(Dataset)

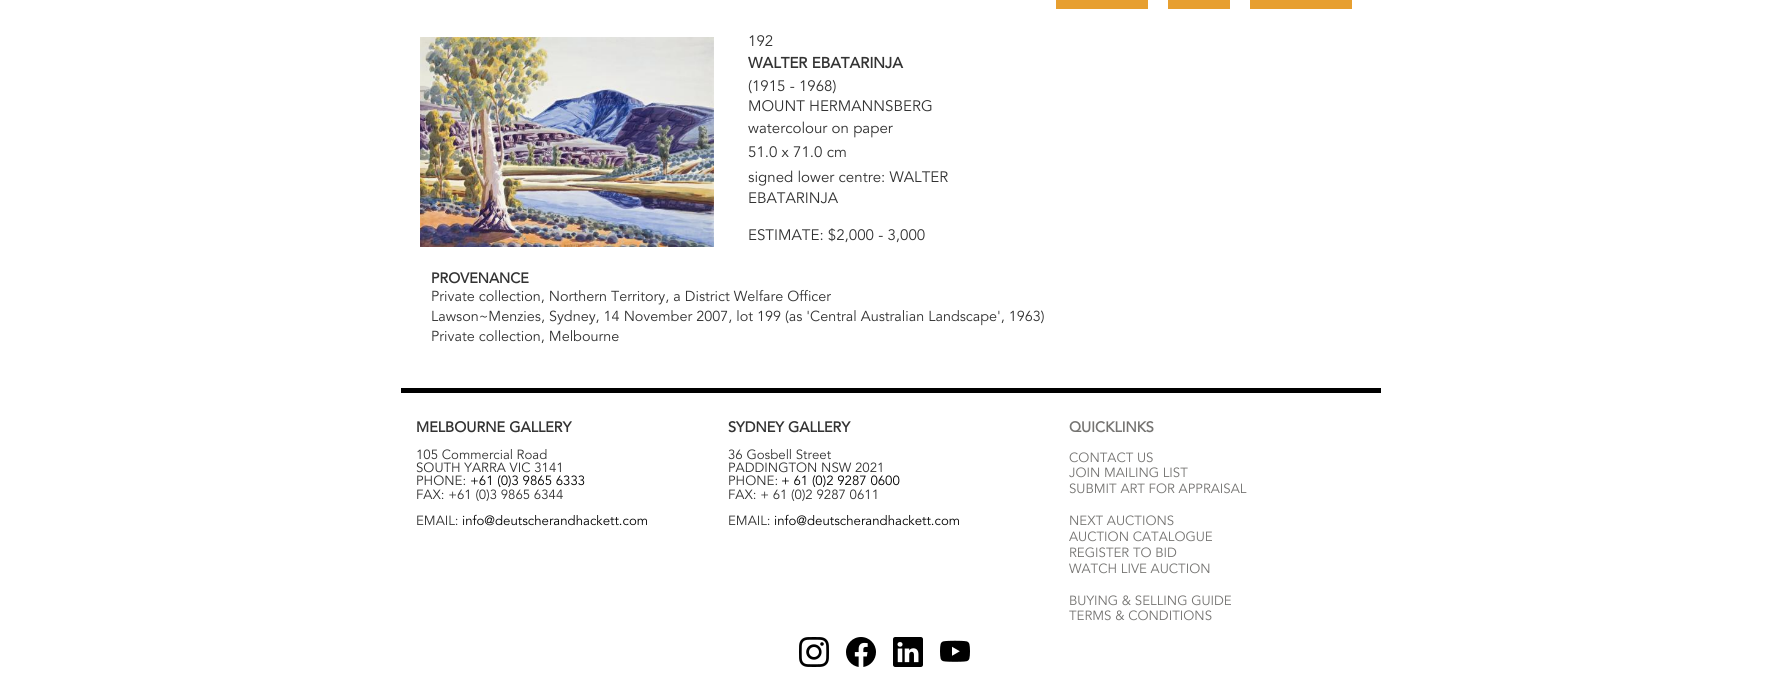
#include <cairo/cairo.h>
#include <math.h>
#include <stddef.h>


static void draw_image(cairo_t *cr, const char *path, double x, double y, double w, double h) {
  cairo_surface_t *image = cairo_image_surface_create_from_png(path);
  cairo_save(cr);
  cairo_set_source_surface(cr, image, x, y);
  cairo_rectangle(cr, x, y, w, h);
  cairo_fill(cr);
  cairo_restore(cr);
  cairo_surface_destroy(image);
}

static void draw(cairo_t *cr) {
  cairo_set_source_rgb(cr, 1, 1, 1);
  cairo_paint(cr);
  cairo_set_source_rgb(cr, 231 / 255.0, 159 / 255.0, 48 / 255.0);
  cairo_rectangle(cr, 1056, 0, 92, 9);
  cairo_fill(cr);
  cairo_rectangle(cr, 1168, 0, 62, 9);
  cairo_fill(cr);
  cairo_rectangle(cr, 1250, 0, 102, 9);
  cairo_fill(cr);
  draw_image(cr, "images/1.png", 420, 37, 294, 210);
  cairo_set_source_rgb(cr, 0, 0, 0);
  cairo_rectangle(cr, 401, 388, 980, 5);
  cairo_fill(cr);
  draw_image(cr, "images/2.png", 799, 637, 30, 30);
  draw_image(cr, "images/3.png", 846, 637, 30, 30);
  draw_image(cr, "images/4.png", 893, 637, 30, 30);
  draw_image(cr, "images/5.png", 940, 640, 30, 22);
  cairo_select_font_face(cr, "Avenir", CAIRO_FONT_SLANT_NORMAL, CAIRO_FONT_WEIGHT_NORMAL);
  cairo_set_font_size(cr, 15.1);
  cairo_set_source_rgb(cr, 51 / 255.0, 51 / 255.0, 51 / 255.0);
  cairo_move_to(cr, 748, 46);
  cairo_show_text(cr, "192");
  cairo_select_font_face(cr, "Avenir", CAIRO_FONT_SLANT_NORMAL, CAIRO_FONT_WEIGHT_BOLD);
  cairo_move_to(cr, 748, 68);
  cairo_show_text(cr, "WALTER EBATARINJA");
  cairo_select_font_face(cr, "Avenir", CAIRO_FONT_SLANT_NORMAL, CAIRO_FONT_WEIGHT_NORMAL);
  cairo_move_to(cr, 748, 91);
  cairo_show_text(cr, "(1915 - 1968)");
  cairo_move_to(cr, 748, 111);
  cairo_show_text(cr, "MOUNT HERMANNSBERG");
  cairo_move_to(cr, 748, 133);
  cairo_show_text(cr, "watercolour on paper");
  cairo_move_to(cr, 748, 157);
  cairo_show_text(cr, "51.0 x 71.0 cm");
  cairo_move_to(cr, 748, 182);
  cairo_show_text(cr, "signed lower centre: WALTER");
  cairo_move_to(cr, 748, 203);
  cairo_show_text(cr, "EBATARINJA");
  cairo_move_to(cr, 748, 240);
  cairo_show_text(cr, "ESTIMATE: $2,000 - 3,000");
  cairo_select_font_face(cr, "Avenir", CAIRO_FONT_SLANT_NORMAL, CAIRO_FONT_WEIGHT_BOLD);
  cairo_set_font_size(cr, 14.4);
  cairo_move_to(cr, 431, 283);
  cairo_show_text(cr, "PROVENANCE");
  cairo_select_font_face(cr, "Avenir", CAIRO_FONT_SLANT_NORMAL, CAIRO_FONT_WEIGHT_NORMAL);
  cairo_move_to(cr, 431, 301);
  cairo_show_text(cr, "Private collection, Northern Territory, a District Welfare Officer");
  cairo_move_to(cr, 431, 321);
  cairo_show_text(cr, "Lawson~Menzies, Sydney, 14 November 2007, lot 199 (as 'Central Australian Landscape', 1963)");
  cairo_move_to(cr, 431, 341);
  cairo_show_text(cr, "Private collection, Melbourne");
  cairo_select_font_face(cr, "Avenir", CAIRO_FONT_SLANT_NORMAL, CAIRO_FONT_WEIGHT_BOLD);
  cairo_set_font_size(cr, 14.5);
  cairo_move_to(cr, 416, 432);
  cairo_show_text(cr, "MELBOURNE GALLERY");
  cairo_select_font_face(cr, "Avenir", CAIRO_FONT_SLANT_NORMAL, CAIRO_FONT_WEIGHT_NORMAL);
  cairo_set_font_size(cr, 13.25);
  cairo_move_to(cr, 416, 459);
  cairo_show_text(cr, "105 Commercial Road");
  cairo_move_to(cr, 416, 472);
  cairo_show_text(cr, "SOUTH YARRA VIC 3141");
  cairo_move_to(cr, 416, 485);
  cairo_show_text(cr, "PHONE:");
  cairo_set_source_rgb(cr, 1 / 255.0, 1 / 255.0, 1 / 255.0);
  cairo_move_to(cr, 470, 485);
  cairo_show_text(cr, "+61 (0)3 9865 6333");
  cairo_set_source_rgb(cr, 51 / 255.0, 51 / 255.0, 51 / 255.0);
  cairo_move_to(cr, 416, 499);
  cairo_show_text(cr, "FAX: +61 (0)3 9865 6344");
  cairo_move_to(cr, 416, 525);
  cairo_show_text(cr, "EMAIL:");
  cairo_set_source_rgb(cr, 1 / 255.0, 1 / 255.0, 1 / 255.0);
  cairo_move_to(cr, 462, 525);
  cairo_show_text(cr, "info@deutscherandhackett.com");
  cairo_select_font_face(cr, "Avenir", CAIRO_FONT_SLANT_NORMAL, CAIRO_FONT_WEIGHT_BOLD);
  cairo_set_font_size(cr, 14.5);
  cairo_set_source_rgb(cr, 51 / 255.0, 51 / 255.0, 51 / 255.0);
  cairo_move_to(cr, 728, 432);
  cairo_show_text(cr, "SYDNEY GALLERY");
  cairo_select_font_face(cr, "Avenir", CAIRO_FONT_SLANT_NORMAL, CAIRO_FONT_WEIGHT_NORMAL);
  cairo_set_font_size(cr, 13.25);
  cairo_move_to(cr, 728, 459);
  cairo_show_text(cr, "36 Gosbell Street");
  cairo_move_to(cr, 728, 472);
  cairo_show_text(cr, "PADDINGTON NSW 2021");
  cairo_move_to(cr, 728, 485);
  cairo_show_text(cr, "PHONE:");
  cairo_set_source_rgb(cr, 1 / 255.0, 1 / 255.0, 1 / 255.0);
  cairo_move_to(cr, 781, 485);
  cairo_show_text(cr, "+ 61 (0)2 9287 0600");
  cairo_set_source_rgb(cr, 51 / 255.0, 51 / 255.0, 51 / 255.0);
  cairo_move_to(cr, 728, 499);
  cairo_show_text(cr, "FAX: + 61 (0)2 9287 0611");
  cairo_move_to(cr, 728, 525);
  cairo_show_text(cr, "EMAIL:");
  cairo_set_source_rgb(cr, 1 / 255.0, 1 / 255.0, 1 / 255.0);
  cairo_move_to(cr, 774, 525);
  cairo_show_text(cr, "info@deutscherandhackett.com");
  cairo_select_font_face(cr, "Avenir", CAIRO_FONT_SLANT_NORMAL, CAIRO_FONT_WEIGHT_BOLD);
  cairo_set_font_size(cr, 14.5);
  cairo_set_source_rgb(cr, 117 / 255.0, 116 / 255.0, 114 / 255.0);
  cairo_move_to(cr, 1069, 432);
  cairo_show_text(cr, "QUICKLINKS");
  cairo_select_font_face(cr, "Avenir", CAIRO_FONT_SLANT_NORMAL, CAIRO_FONT_WEIGHT_NORMAL);
  cairo_set_font_size(cr, 13.25);
  cairo_move_to(cr, 1069, 462);
  cairo_show_text(cr, "CONTACT US");
  cairo_move_to(cr, 1069, 477);
  cairo_show_text(cr, "JOIN MAILING LIST");
  cairo_move_to(cr, 1069, 493);
  cairo_show_text(cr, "SUBMIT ART FOR APPRAISAL");
  cairo_move_to(cr, 1069, 525);
  cairo_show_text(cr, "NEXT AUCTIONS");
  cairo_move_to(cr, 1069, 541);
  cairo_show_text(cr, "AUCTION CATALOGUE");
  cairo_move_to(cr, 1069, 557);
  cairo_show_text(cr, "REGISTER TO BID");
  cairo_move_to(cr, 1069, 573);
  cairo_show_text(cr, "WATCH LIVE AUCTION");
  cairo_move_to(cr, 1069, 605);
  cairo_show_text(cr, "BUYING & SELLING GUIDE");
  cairo_move_to(cr, 1069, 620);
  cairo_show_text(cr, "TERMS & CONDITIONS");
}

int main(void) {
  cairo_surface_t *surface = cairo_image_surface_create(CAIRO_FORMAT_RGB24, 1782, 693);
  cairo_t *cr = cairo_create(surface);
  cairo_font_options_t *options = cairo_font_options_create();
  cairo_font_options_set_hint_metrics(options, CAIRO_HINT_METRICS_OFF);
  cairo_font_options_set_hint_style(options, CAIRO_HINT_STYLE_NONE);
  cairo_set_font_options(cr, options);
  cairo_set_miter_limit(cr, 4);
  draw(cr);
  cairo_surface_write_to_png(surface, "out.png");
  cairo_font_options_destroy(options);
  cairo_destroy(cr);
  cairo_surface_destroy(surface);
  return 0;
}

(End Dataset)

* **Description of the task**: Your answer should consist solely of the lines above from the line with "cairo_move_to(cr, 748, 133);" to the line with "Sydney, 14 November", both included, reproduced exactly.

* **Reply**:
  cairo_move_to(cr, 748, 133);
  cairo_show_text(cr, "watercolour on paper");
  cairo_move_to(cr, 748, 157);
  cairo_show_text(cr, "51.0 x 71.0 cm");
  cairo_move_to(cr, 748, 182);
  cairo_show_text(cr, "signed lower centre: WALTER");
  cairo_move_to(cr, 748, 203);
  cairo_show_text(cr, "EBATARINJA");
  cairo_move_to(cr, 748, 240);
  cairo_show_text(cr, "ESTIMATE: $2,000 - 3,000");
  cairo_select_font_face(cr, "Avenir", CAIRO_FONT_SLANT_NORMAL, CAIRO_FONT_WEIGHT_BOLD);
  cairo_set_font_size(cr, 14.4);
  cairo_move_to(cr, 431, 283);
  cairo_show_text(cr, "PROVENANCE");
  cairo_select_font_face(cr, "Avenir", CAIRO_FONT_SLANT_NORMAL, CAIRO_FONT_WEIGHT_NORMAL);
  cairo_move_to(cr, 431, 301);
  cairo_show_text(cr, "Private collection, Northern Territory, a District Welfare Officer");
  cairo_move_to(cr, 431, 321);
  cairo_show_text(cr, "Lawson~Menzies, Sydney, 14 November 2007, lot 199 (as 'Central Australian Landscape', 1963)");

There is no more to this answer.